Waterfowling on the Chesapeake
Continuing the tradition
The two of us were crouched motionless in an Eastern Shore pit blind. Sweeping high over our heads were a half-dozen Canada geese, their heads twisting first one way then another as they eyeballed the six dozen goose decoys we had spread out before us in the harvested cornfield. For over two frigid hours since dawn, we had been trying to entice a flock to our set. Finally there was some interest.
They cruised swiftly past us well out of range, set their wings, banked, then came back again in a silent, slicing, descending glide. One of them honked out tentatively, and I answered with a mimicking toot on my goose call.
Another honked back, and I replied in kind again and again as their close formation broke up and the birds maneuvered to lose altitude.
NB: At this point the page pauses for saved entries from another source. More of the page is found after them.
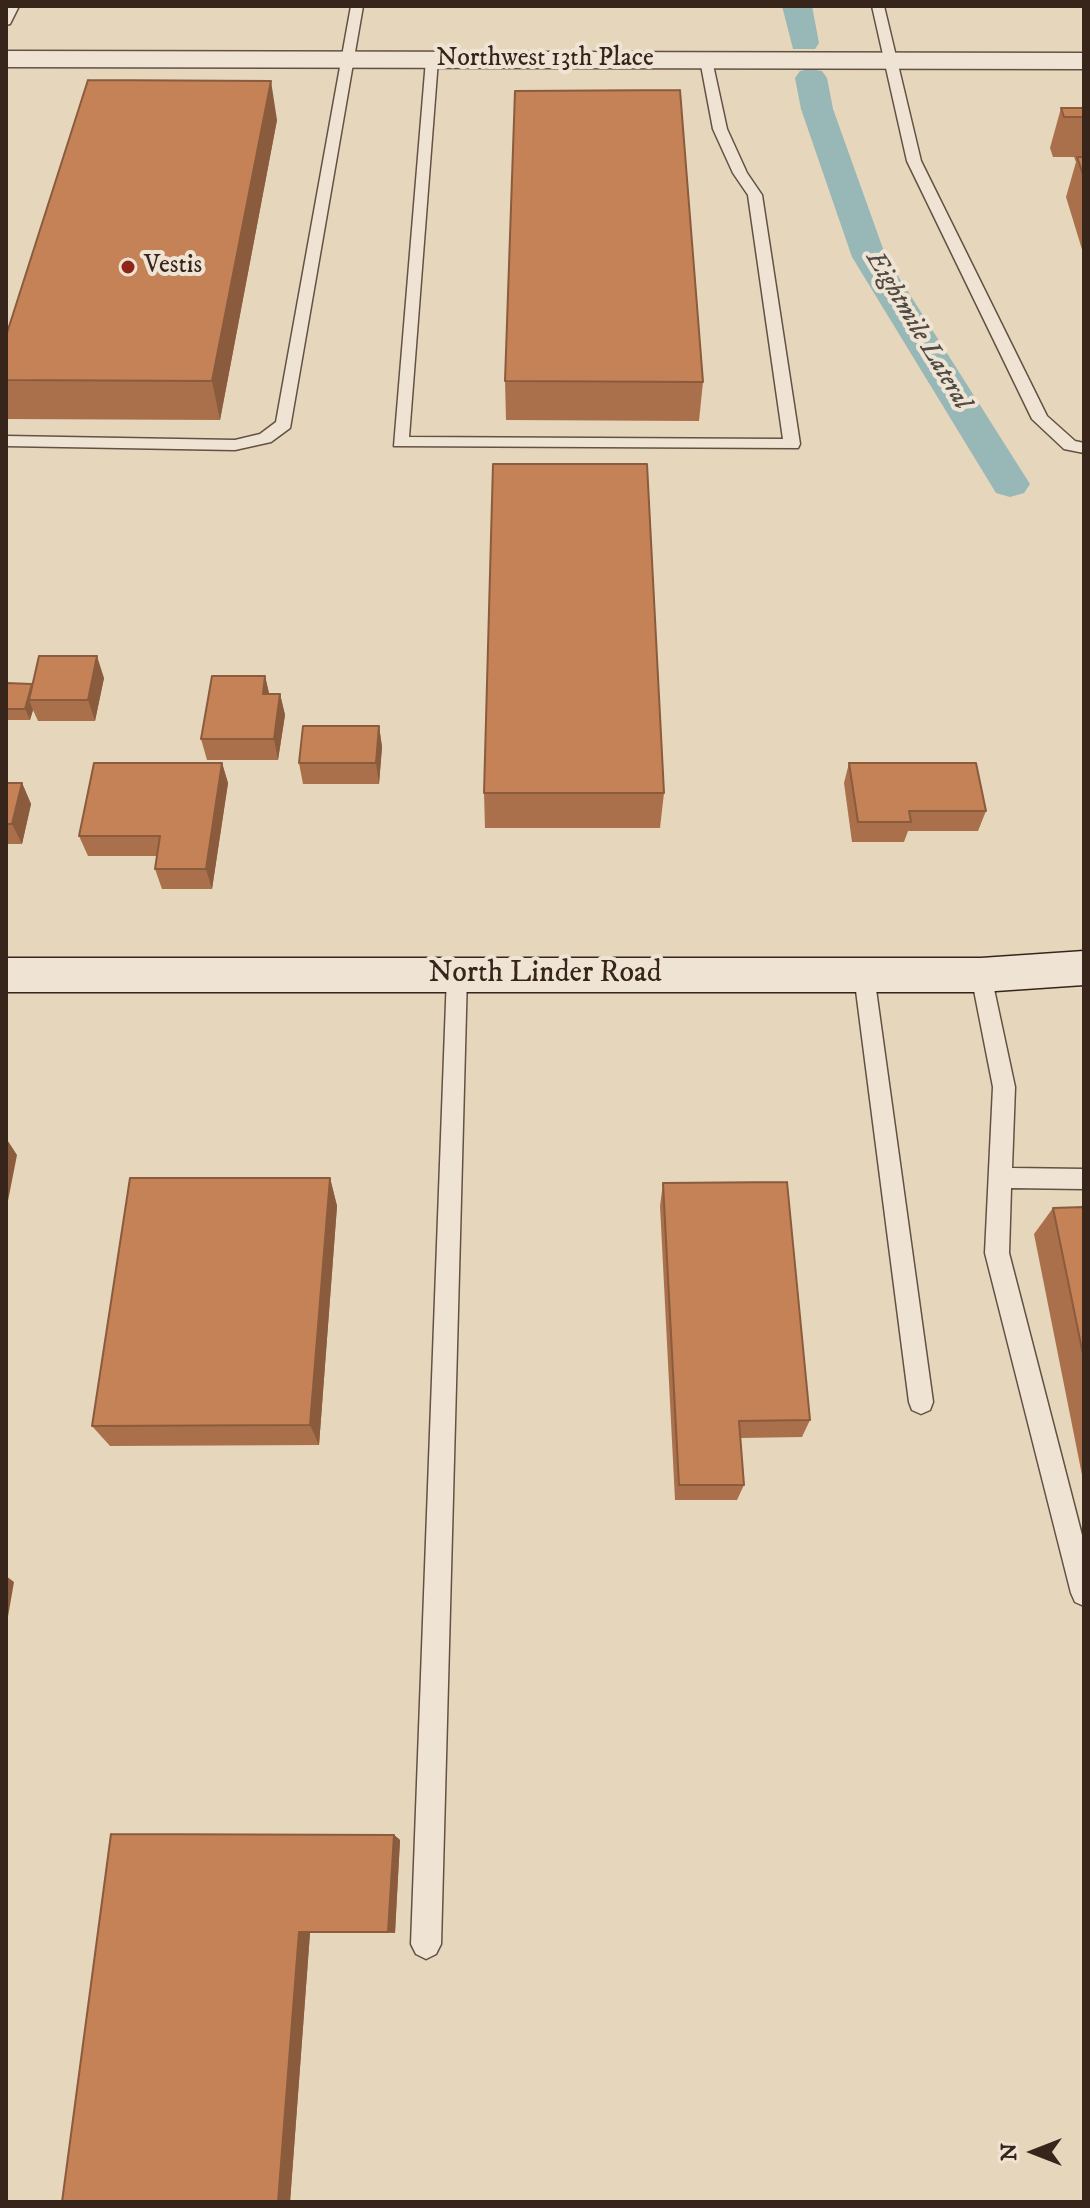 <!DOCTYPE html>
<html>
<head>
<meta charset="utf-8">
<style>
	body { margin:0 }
	#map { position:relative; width:1090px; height:2208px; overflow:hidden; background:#e6d6bb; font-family:"IM FELL DW Pica",serif }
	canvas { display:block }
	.frame { position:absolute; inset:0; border:8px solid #37251c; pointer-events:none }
	.north { position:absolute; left:994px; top:2112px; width:80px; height:80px; -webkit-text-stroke:6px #efe4d3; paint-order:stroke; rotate:270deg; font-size:22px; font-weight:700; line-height:32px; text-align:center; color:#37251c }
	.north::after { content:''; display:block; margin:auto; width:28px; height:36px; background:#37251c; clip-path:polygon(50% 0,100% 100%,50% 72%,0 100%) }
</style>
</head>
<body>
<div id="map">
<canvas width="1090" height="2208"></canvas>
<div class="frame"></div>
<div class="north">N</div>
</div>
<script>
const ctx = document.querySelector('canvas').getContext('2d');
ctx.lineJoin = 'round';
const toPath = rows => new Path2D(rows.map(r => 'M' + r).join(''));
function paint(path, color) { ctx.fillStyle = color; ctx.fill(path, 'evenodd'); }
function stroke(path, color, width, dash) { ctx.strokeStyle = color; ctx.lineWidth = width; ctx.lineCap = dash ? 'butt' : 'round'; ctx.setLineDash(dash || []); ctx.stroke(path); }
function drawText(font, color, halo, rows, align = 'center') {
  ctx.font = font + ' "IM FELL DW Pica",serif'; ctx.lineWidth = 8; ctx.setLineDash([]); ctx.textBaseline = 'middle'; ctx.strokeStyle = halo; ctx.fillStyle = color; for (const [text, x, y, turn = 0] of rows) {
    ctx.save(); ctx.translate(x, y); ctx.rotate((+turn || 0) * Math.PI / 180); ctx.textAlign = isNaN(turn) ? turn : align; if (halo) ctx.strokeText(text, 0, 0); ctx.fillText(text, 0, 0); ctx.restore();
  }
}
paint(toPath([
	[782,6,812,6,819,43,815,49,793,49,782,6],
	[811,69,822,71,827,78,833,109,886,257,1030,484,1024,493,1010,497,996,493,852,257,801,109,795,78,800,71,811,69]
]), '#98b7b7');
const lane = toPath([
	[7,6,19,6,10,24,6,25,7,6],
	[351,6,363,6,290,428,271,442,235,450,6,446,6,436,235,440,260,434,276,422,351,6],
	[872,6,884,6,921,161,1047,416,1075,441,1084,443,1084,453,1064,449,1032,419,907,161,872,6],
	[706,56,712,60,727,129,747,173,762,195,800,444,798,448,394,446,426,60,432,56,438,60,409,437,783,439,748,195,733,173,713,129,700,60,706,56],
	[457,966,467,975,441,1944,436,1954,426,1959,416,1954,411,1944,447,975,457,966],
	[864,966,874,975,933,1402,930,1410,921,1414,912,1410,909,1402,854,975,864,966],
	[981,966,991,975,1015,1087,1012,1168,1084,1169,1084,1189,1011,1188,1009,1253,1084,1543,1084,1606,1075,1602,1071,1593,985,1253,993,1087,971,975,981,966]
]);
const street = toPath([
	[6,51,1084,53,1084,69,6,67,6,51]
]);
const secondary = toPath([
	[1084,951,1084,985,981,992,6,992,6,958,981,958,1084,951]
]);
stroke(lane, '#635144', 3);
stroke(street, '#635144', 3);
stroke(secondary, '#37251c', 3);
paint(lane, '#efe4d3');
paint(street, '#efe4d3');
paint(secondary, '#efe4d3');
paint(toPath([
	[1061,108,1084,108,1084,256,1066,197,1076,162,1074,157,1053,157,1050,148],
	[277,120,220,420,6,419,6,380],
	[505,381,703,382,699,421,506,420],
	[265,676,269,694,280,694,285,715,278,760,207,760,201,739],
	[104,678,95,721,38,721,33,710,30,720,6,720,6,683,32,684],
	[379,726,382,747,379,784,303,784,299,763],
	[222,763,228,783,212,889,162,889,155,869,157,856,88,856,79,836],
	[849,763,986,811,978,831,908,831,904,842,852,842,844,783],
	[6,783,22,783,31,804,22,844,6,844],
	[484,793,664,793,660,828,485,828],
	[330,1178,337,1206,319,1445,110,1446,92,1426],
	[663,1183,810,1420,802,1437,740,1438,744,1485,737,1500,675,1500,660,1206],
	[1084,1207,1084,1485,1034,1234,1053,1208],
	[394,1835,400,1840,395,1933,310,1933,290,2202,62,2202]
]), '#a9704b');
paint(toPath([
	[271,81,277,120,220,420,212,381],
	[97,656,104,678,95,721,88,700],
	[265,676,270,697,263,694],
	[32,684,29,700,33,710,30,720,25,709],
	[280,694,285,715,278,760,274,739],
	[379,726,382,747,379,784,376,763],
	[222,763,228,783,212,889,206,869],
	[22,783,31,804,22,844,12,824],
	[6,1138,17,1155,6,1211],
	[330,1178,337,1206,319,1445,310,1425],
	[6,1576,14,1582,6,1628],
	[394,1835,400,1840,395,1933,388,1932],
	[299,1932,310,1933,290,2202,278,2202]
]), '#8a5b3d');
const building = toPath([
	[88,80,271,81,212,381,6,380,6,336,88,80],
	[680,90,703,382,505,381,515,91,680,90],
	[1061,108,1084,108,1084,117,1064,117,1061,108],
	[1077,157,1084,157,1084,177,1077,157],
	[493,464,647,464,664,793,484,793,493,464],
	[39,656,97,656,88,700,29,700,39,656],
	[212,676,265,676,263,694,280,694,274,739,201,739,212,676],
	[6,683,32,684,25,709,6,709,6,683],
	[303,726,379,726,376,763,299,763,303,726],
	[94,763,222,763,206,869,155,869,160,836,79,836,94,763],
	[849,763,976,763,986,811,909,811,911,822,858,822,849,763],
	[6,783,22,783,12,824,6,824,6,783],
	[130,1178,330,1178,310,1425,92,1426,130,1178],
	[787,1182,810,1420,739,1421,744,1485,679,1485,663,1183,787,1182],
	[1084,1207,1084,1359,1053,1208,1084,1207],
	[111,1834,394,1835,388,1932,299,1932,278,2202,62,2202,111,1834]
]);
paint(building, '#c58257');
stroke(building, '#8a5b3d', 2);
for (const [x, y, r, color] of [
	[128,267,8,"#8f2418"]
]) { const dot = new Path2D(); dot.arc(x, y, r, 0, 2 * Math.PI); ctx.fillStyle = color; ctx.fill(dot); stroke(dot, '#efe4d3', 3); }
drawText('26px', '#37251c', '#efe4d3', [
	["Northwest 13th Place",545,60]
]);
drawText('26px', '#37251c', '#efe4d3', [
	["Vestis",144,267]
], 'left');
drawText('italic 26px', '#4f4a43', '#efe4d3', [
	["Eightmile Lateral",917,331,59]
]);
drawText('30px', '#37251c', '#efe4d3', [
	["North Linder Road",545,975]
]);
</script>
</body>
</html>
Black webbed feet extended down into position, and they committed to the approach.
The final seconds were so tense that time slowed while the birds’ dark silhouettes grew larger. When at last they were in certain range I called out to my partner, take ’em. Throwing back the blind’s concealing cover, we burst up into daylight. The flock instantly flared out, their powerful wings reaching for the sky.
Mounting my gun, I tracked the closest bird on my side of the group, swung ahead of it, and the old Fox 12 slammed back into my shoulder with recoil. The big bird flinched hard but didn’t go down.
My finger slid back to the second trigger and, squinting with concentration, I pulled in front of the goose again, this time a bit farther. The second shot connected solidly, and the bird collapsed.
As my peripheral senses cleared, I heard my friend Wilkie’s autoloader bang out a final shot that sent a bird on his side cartwheeling to the ground. Bingo! We had both scored. Exhilarated, grinning and congratulating each other, we secured our guns and climbed clumsily out of the blind to retrieve the prizes.
The Pleasures of the Hunt
Goose hunting on the Tidewater is an experience as classic as it is timeless. We had just bagged two of the same birds that were pursued by the Chesapeake’s first European immigrants some four centuries ago, and by much the same means
Our fellow hunters have repeated that tradition virtually unbroken over all the many years since then, and I doubt their enthusiasm and elation had been any less than ours.
Dinner that evening would certainly reflect the heritage. The centerpiece would be goose breast medallions sautéed in butter, garlic and fresh rosemary with a gravy of mushrooms and chopped green onion. A good hearty red wine, wild rice, beans, winter squash and corn (of course) would round out the meal, along with a heavy loaf of crusty, country bread.
Afterwards, a good brandy would ease our hunting-weary muscles and cement this communion with our forefathers, reminding us more deeply of a time long ago on the Chesapeake, a time not so distant for our experience.